Data extracts Block Start
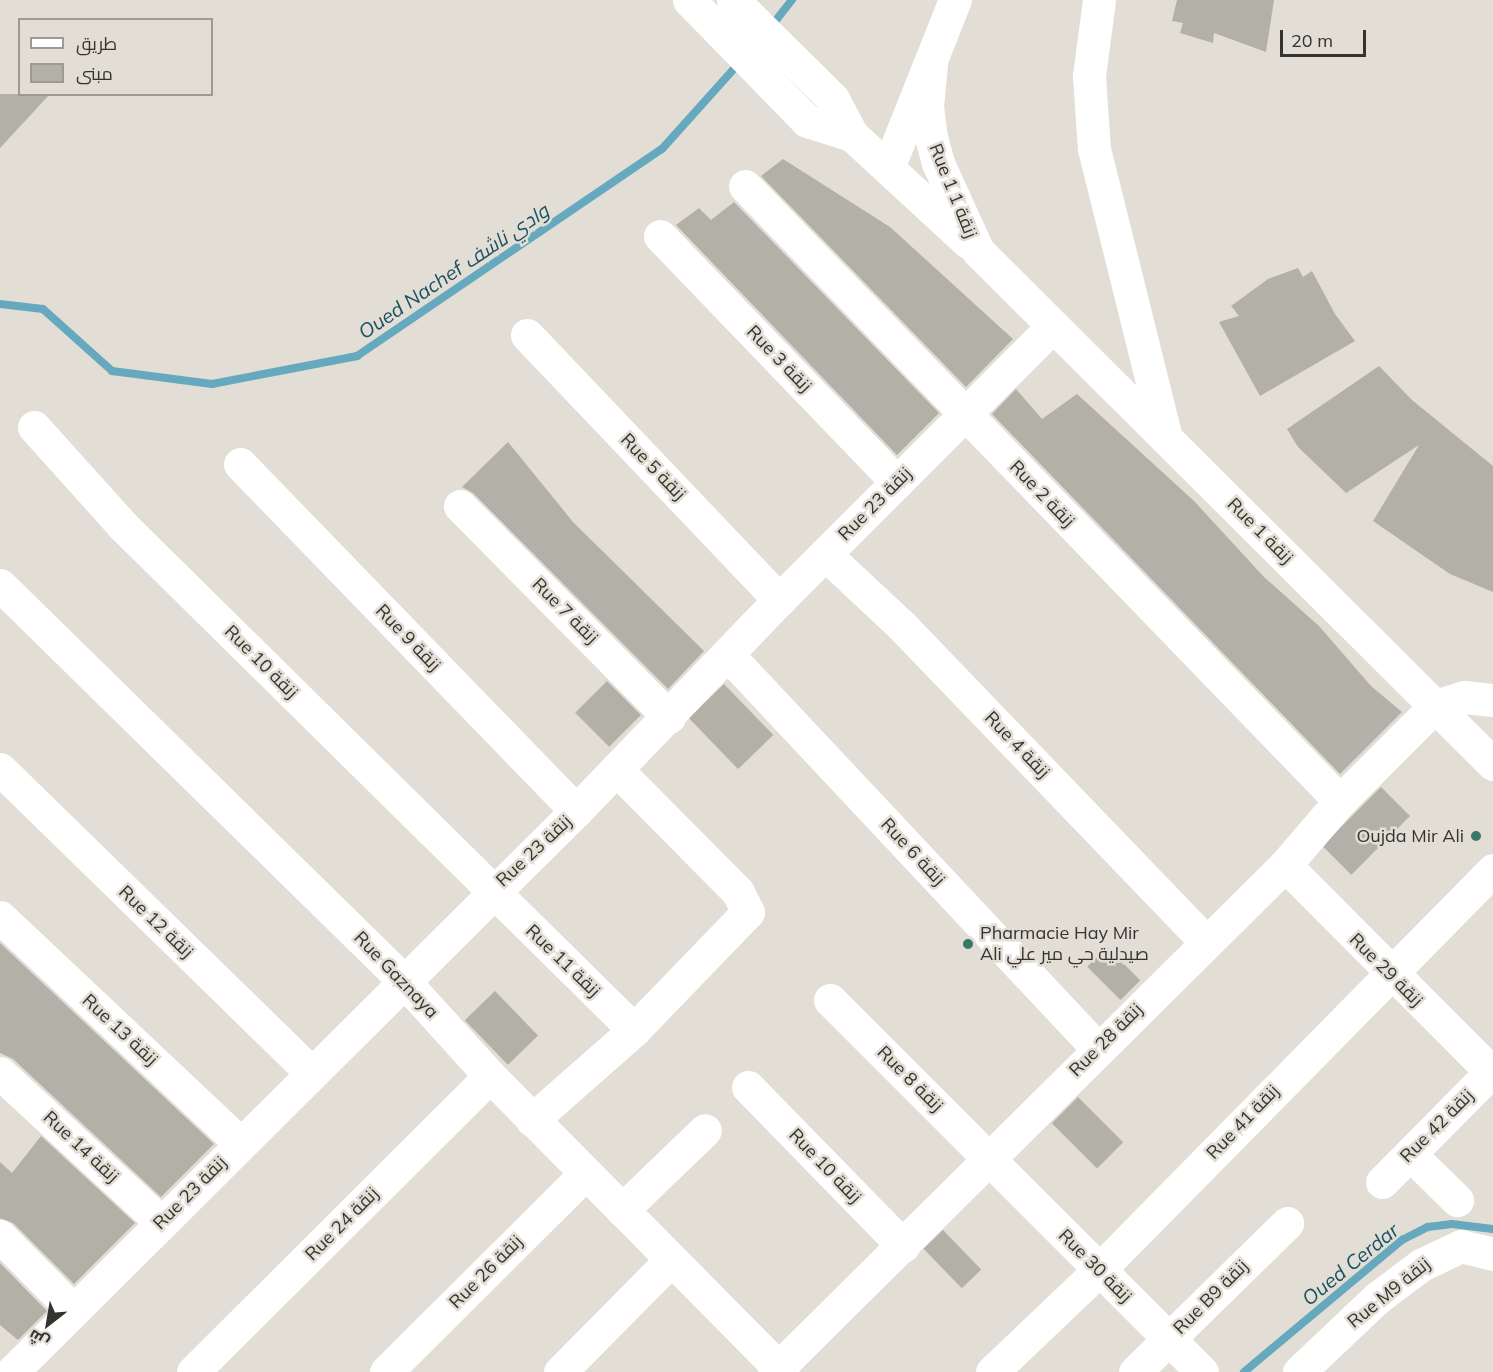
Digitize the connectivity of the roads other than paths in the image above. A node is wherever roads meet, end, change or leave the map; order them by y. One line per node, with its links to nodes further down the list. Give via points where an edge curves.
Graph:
1 (733, 0): 6 (street, via 833,99)
2 (955, 0): 5 (street, Rue 1 زنقة 1)
3 (1099, 0): 16 (street, via 1089,76 1094,149)
4 (690, 2): 6 (street, via 807,121)
5 (931, 64): 7 (street, Rue 1 زنقة 1); 10 (street, Rue 1 زنقة 1, via 927,106 931,136 938,163)
6 (852, 135): 7 (street)
7 (888, 168): 10 (street)
8 (745, 186): 14 (street, Rue 2 زنقة)
9 (660, 236): 18 (street, Rue 3 زنقة)
10 (978, 251): 11 (street, Rue 1 زنقة 1)
11 (1026, 299): 12 (street, Rue زنقة 1)
12 (1053, 326): 14 (street, Rue 23 زنقة); 16 (street, Rue زنقة 1)
13 (528, 335): 22 (street, Rue 5 زنقة)
14 (965, 414): 18 (street, Rue 23 زنقة); 30 (street, Rue 2 زنقة)
15 (34, 428): 34 (street, Rue 10 زنقة, via 123,526)
16 (1166, 438): 25 (street, Rue زنقة 1)
17 (240, 464): 31 (street, Rue 9 زنقة)
18 (897, 482): 20 (street, Rue 23 زنقة)
19 (460, 506): 26 (street, Rue 7 زنقة)
20 (825, 554): 22 (street, Rue 23 زنقة); 36 (street, Rue 4 زنقة, via 901,625)
21 (0, 585): 38 (street, Rue Gaznaya)
22 (779, 600): 23 (street, Rue 23 زنقة)
23 (729, 656): 26 (street, Rue 23 زنقة); 41 (street, Rue 6 زنقة)
24 (1493, 700): 25 (street, via 1464,697)
25 (1435, 706): 27 (street, Rue زنقة 1); 30 (street, Rue 28 زنقة)
26 (669, 717): 29 (street, Rue 23 زنقة)
27 (1493, 764)
28 (0, 769): 43 (street, Rue 12 زنقة)
29 (616, 769): 31 (street, Rue 23 زنقة); 40 (street, via 747,903 748,912)
30 (1340, 801): 32 (street, Rue 28 زنقة)
31 (576, 811): 34 (street, Rue 23 زنقة)
32 (1285, 866): 36 (street, Rue 28 زنقة); 37 (street, Rue 29 زنقة)
33 (1493, 870): 37 (street, Rue 41 زنقة)
34 (492, 891): 38 (street, Rue 23 زنقة); 40 (street, Rue 11 زنقة)
35 (0, 917): 49 (street, Rue 13 زنقة)
36 (1205, 941): 41 (street, Rue 28 زنقة)
37 (1388, 973): 45 (street, Rue 29 زنقة); 62 (street, Rue 41 زنقة)
38 (403, 980): 43 (street, Rue 23 زنقة); 44 (street, Rue Gaznaya)
39 (830, 1000): 51 (street, Rue 8 زنقة)
40 (634, 1030): 47 (street)
41 (1097, 1048): 51 (street, Rue 28 زنقة)
42 (0, 1073): 56 (street, Rue 14 زنقة)
43 (312, 1074): 49 (street, Rue 23 زنقة)
44 (490, 1076): 47 (street, Rue Gaznaya); 67 (street, Rue 24 زنقة)
45 (1490, 1076): 50 (street, Rue 42 زنقة)
46 (748, 1087): 59 (street, Rue 10 زنقة)
47 (532, 1119): 52 (street, Rue Gaznaya)
48 (705, 1130): 55 (street)
49 (240, 1143): 56 (street, Rue 23 زنقة)
50 (1410, 1154): 53 (street, Rue 42 زنقة); 54 (street)
51 (990, 1159): 59 (street, Rue 28 زنقة); 62 (street, Rue 30 زنقة)
52 (586, 1173): 55 (street, Rue Gaznaya); 68 (street, Rue 26 زنقة)
53 (1382, 1182)
54 (1457, 1200)
55 (622, 1210): 61 (street, Rue Gaznaya)
56 (161, 1222): 63 (street, Rue 23 زنقة)
57 (1287, 1223): 64 (street, Rue B9 زنقة)
58 (0, 1236): 63 (street)
59 (903, 1246): 65 (street, Rue 28 زنقة)
60 (1493, 1254): 73 (street, Rue M9 زنقة, via 1461,1246 1421,1265 1377,1298)
61 (671, 1260): 65 (street, Rue Gaznaya); 69 (street)
62 (1098, 1271): 64 (street, Rue 30 زنقة); 70 (street, Rue 41 زنقة)
63 (73, 1310): 66 (street, Rue 23 زنقة)
64 (1169, 1339): 71 (street, Rue B9 زنقة); 72 (street, Rue 30 زنقة)
65 (779, 1370)
66 (12, 1372)
67 (193, 1372)
68 (386, 1372)
69 (560, 1372)
70 (992, 1372)
71 (1135, 1372)
72 (1202, 1372)
73 (1299, 1372)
Data extracts Block End
Would you give the data above again word for word, minus the pictures?

Digitize the connectivity of the roads other than paths in the image above. A node is wherever roads meet, end, change or leave the map; order them by y. One line per node, with its links to nodes further down the list. Give via points where an edge curves.
Graph:
1 (733, 0): 6 (street, via 833,99)
2 (955, 0): 5 (street, Rue 1 زنقة 1)
3 (1099, 0): 16 (street, via 1089,76 1094,149)
4 (690, 2): 6 (street, via 807,121)
5 (931, 64): 7 (street, Rue 1 زنقة 1); 10 (street, Rue 1 زنقة 1, via 927,106 931,136 938,163)
6 (852, 135): 7 (street)
7 (888, 168): 10 (street)
8 (745, 186): 14 (street, Rue 2 زنقة)
9 (660, 236): 18 (street, Rue 3 زنقة)
10 (978, 251): 11 (street, Rue 1 زنقة 1)
11 (1026, 299): 12 (street, Rue زنقة 1)
12 (1053, 326): 14 (street, Rue 23 زنقة); 16 (street, Rue زنقة 1)
13 (528, 335): 22 (street, Rue 5 زنقة)
14 (965, 414): 18 (street, Rue 23 زنقة); 30 (street, Rue 2 زنقة)
15 (34, 428): 34 (street, Rue 10 زنقة, via 123,526)
16 (1166, 438): 25 (street, Rue زنقة 1)
17 (240, 464): 31 (street, Rue 9 زنقة)
18 (897, 482): 20 (street, Rue 23 زنقة)
19 (460, 506): 26 (street, Rue 7 زنقة)
20 (825, 554): 22 (street, Rue 23 زنقة); 36 (street, Rue 4 زنقة, via 901,625)
21 (0, 585): 38 (street, Rue Gaznaya)
22 (779, 600): 23 (street, Rue 23 زنقة)
23 (729, 656): 26 (street, Rue 23 زنقة); 41 (street, Rue 6 زنقة)
24 (1493, 700): 25 (street, via 1464,697)
25 (1435, 706): 27 (street, Rue زنقة 1); 30 (street, Rue 28 زنقة)
26 (669, 717): 29 (street, Rue 23 زنقة)
27 (1493, 764)
28 (0, 769): 43 (street, Rue 12 زنقة)
29 (616, 769): 31 (street, Rue 23 زنقة); 40 (street, via 747,903 748,912)
30 (1340, 801): 32 (street, Rue 28 زنقة)
31 (576, 811): 34 (street, Rue 23 زنقة)
32 (1285, 866): 36 (street, Rue 28 زنقة); 37 (street, Rue 29 زنقة)
33 (1493, 870): 37 (street, Rue 41 زنقة)
34 (492, 891): 38 (street, Rue 23 زنقة); 40 (street, Rue 11 زنقة)
35 (0, 917): 49 (street, Rue 13 زنقة)
36 (1205, 941): 41 (street, Rue 28 زنقة)
37 (1388, 973): 45 (street, Rue 29 زنقة); 62 (street, Rue 41 زنقة)
38 (403, 980): 43 (street, Rue 23 زنقة); 44 (street, Rue Gaznaya)
39 (830, 1000): 51 (street, Rue 8 زنقة)
40 (634, 1030): 47 (street)
41 (1097, 1048): 51 (street, Rue 28 زنقة)
42 (0, 1073): 56 (street, Rue 14 زنقة)
43 (312, 1074): 49 (street, Rue 23 زنقة)
44 (490, 1076): 47 (street, Rue Gaznaya); 67 (street, Rue 24 زنقة)
45 (1490, 1076): 50 (street, Rue 42 زنقة)
46 (748, 1087): 59 (street, Rue 10 زنقة)
47 (532, 1119): 52 (street, Rue Gaznaya)
48 (705, 1130): 55 (street)
49 (240, 1143): 56 (street, Rue 23 زنقة)
50 (1410, 1154): 53 (street, Rue 42 زنقة); 54 (street)
51 (990, 1159): 59 (street, Rue 28 زنقة); 62 (street, Rue 30 زنقة)
52 (586, 1173): 55 (street, Rue Gaznaya); 68 (street, Rue 26 زنقة)
53 (1382, 1182)
54 (1457, 1200)
55 (622, 1210): 61 (street, Rue Gaznaya)
56 (161, 1222): 63 (street, Rue 23 زنقة)
57 (1287, 1223): 64 (street, Rue B9 زنقة)
58 (0, 1236): 63 (street)
59 (903, 1246): 65 (street, Rue 28 زنقة)
60 (1493, 1254): 73 (street, Rue M9 زنقة, via 1461,1246 1421,1265 1377,1298)
61 (671, 1260): 65 (street, Rue Gaznaya); 69 (street)
62 (1098, 1271): 64 (street, Rue 30 زنقة); 70 (street, Rue 41 زنقة)
63 (73, 1310): 66 (street, Rue 23 زنقة)
64 (1169, 1339): 71 (street, Rue B9 زنقة); 72 (street, Rue 30 زنقة)
65 (779, 1370)
66 (12, 1372)
67 (193, 1372)
68 (386, 1372)
69 (560, 1372)
70 (992, 1372)
71 (1135, 1372)
72 (1202, 1372)
73 (1299, 1372)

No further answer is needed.